--- TASK OBJECTIVE ---
Below are the records; copy out every line that holds the word "street".

Extracted data entries
+ + + + + + +
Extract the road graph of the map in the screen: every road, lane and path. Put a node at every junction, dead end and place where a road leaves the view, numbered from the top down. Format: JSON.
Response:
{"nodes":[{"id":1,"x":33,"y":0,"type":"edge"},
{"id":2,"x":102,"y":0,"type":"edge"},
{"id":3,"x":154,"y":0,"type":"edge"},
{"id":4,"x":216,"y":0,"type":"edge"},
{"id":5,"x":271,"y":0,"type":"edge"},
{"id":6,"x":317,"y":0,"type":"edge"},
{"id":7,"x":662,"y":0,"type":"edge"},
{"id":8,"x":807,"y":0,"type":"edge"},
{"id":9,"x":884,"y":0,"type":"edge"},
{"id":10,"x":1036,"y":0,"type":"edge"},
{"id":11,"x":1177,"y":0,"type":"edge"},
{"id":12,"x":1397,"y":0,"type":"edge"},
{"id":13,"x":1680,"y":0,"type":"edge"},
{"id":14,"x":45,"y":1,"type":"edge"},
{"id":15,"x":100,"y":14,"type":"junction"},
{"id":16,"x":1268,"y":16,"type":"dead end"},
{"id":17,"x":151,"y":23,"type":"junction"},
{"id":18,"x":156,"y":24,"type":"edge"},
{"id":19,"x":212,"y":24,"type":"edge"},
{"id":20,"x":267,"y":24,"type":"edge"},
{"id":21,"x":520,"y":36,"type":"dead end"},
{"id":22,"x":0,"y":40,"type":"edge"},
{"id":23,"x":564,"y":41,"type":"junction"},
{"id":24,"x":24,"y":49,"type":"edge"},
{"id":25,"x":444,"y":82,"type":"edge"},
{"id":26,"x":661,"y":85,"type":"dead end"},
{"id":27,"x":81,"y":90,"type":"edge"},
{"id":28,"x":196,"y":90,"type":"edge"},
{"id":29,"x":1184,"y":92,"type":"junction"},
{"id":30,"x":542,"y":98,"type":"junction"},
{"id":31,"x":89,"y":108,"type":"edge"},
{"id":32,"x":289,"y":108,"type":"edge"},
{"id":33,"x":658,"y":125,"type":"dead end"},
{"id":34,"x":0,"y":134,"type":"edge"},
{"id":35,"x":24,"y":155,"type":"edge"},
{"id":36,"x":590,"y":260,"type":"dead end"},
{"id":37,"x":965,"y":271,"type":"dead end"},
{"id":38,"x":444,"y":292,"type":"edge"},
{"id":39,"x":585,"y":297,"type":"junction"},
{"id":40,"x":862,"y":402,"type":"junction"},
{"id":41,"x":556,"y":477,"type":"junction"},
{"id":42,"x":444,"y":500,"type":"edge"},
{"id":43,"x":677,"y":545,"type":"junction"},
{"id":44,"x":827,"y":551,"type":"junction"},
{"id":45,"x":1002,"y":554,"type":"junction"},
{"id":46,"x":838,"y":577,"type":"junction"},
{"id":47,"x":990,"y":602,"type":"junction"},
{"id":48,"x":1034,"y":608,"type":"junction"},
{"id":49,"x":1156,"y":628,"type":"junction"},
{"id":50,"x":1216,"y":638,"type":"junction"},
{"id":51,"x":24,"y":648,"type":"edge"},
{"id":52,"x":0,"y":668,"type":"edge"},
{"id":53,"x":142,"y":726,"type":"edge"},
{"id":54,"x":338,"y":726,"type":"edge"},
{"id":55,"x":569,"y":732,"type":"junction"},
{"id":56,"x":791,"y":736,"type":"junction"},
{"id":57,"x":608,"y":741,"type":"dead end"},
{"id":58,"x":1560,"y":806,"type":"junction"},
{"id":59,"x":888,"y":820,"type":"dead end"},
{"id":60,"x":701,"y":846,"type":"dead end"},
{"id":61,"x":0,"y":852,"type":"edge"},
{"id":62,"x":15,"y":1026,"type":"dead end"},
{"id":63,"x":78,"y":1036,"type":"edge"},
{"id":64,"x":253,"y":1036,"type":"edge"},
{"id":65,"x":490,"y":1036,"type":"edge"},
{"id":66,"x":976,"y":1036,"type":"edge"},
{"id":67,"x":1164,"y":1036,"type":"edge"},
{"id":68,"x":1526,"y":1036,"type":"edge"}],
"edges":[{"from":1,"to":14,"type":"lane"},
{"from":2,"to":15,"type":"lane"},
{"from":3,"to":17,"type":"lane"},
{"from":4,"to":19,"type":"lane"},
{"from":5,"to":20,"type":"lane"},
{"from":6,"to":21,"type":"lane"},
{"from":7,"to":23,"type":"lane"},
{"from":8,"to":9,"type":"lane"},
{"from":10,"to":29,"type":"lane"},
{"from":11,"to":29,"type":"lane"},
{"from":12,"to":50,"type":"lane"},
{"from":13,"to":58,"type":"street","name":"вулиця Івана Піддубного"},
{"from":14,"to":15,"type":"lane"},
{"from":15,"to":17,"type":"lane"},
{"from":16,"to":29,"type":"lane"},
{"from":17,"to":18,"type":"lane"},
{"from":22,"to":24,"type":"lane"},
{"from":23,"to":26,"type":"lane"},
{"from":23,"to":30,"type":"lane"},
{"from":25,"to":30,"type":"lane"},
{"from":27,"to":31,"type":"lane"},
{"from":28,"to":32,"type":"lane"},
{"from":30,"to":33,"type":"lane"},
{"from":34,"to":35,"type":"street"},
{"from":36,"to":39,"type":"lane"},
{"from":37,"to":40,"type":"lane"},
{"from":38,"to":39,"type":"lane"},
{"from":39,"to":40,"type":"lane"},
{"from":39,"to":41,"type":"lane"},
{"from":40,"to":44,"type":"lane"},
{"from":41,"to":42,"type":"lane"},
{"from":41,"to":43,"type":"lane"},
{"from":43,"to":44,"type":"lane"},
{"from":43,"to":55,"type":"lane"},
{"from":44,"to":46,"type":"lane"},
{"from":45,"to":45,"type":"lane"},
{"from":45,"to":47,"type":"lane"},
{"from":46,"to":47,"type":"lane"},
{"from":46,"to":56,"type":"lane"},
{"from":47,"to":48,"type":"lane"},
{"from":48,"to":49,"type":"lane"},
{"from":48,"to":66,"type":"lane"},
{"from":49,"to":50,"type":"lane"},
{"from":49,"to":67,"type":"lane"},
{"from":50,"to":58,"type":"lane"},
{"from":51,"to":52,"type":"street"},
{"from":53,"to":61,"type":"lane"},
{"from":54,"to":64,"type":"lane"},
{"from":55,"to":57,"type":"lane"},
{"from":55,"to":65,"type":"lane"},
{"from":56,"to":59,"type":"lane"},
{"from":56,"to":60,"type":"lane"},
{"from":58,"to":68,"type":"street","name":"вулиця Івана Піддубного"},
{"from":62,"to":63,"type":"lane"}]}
+ + + + + + +
--- OUTPUT FOR THIS TASK ---
{"from":13,"to":58,"type":"street","name":"вулиця Івана Піддубного"},
{"from":34,"to":35,"type":"street"},
{"from":51,"to":52,"type":"street"},
{"from":58,"to":68,"type":"street","name":"вулиця Івана Піддубного"},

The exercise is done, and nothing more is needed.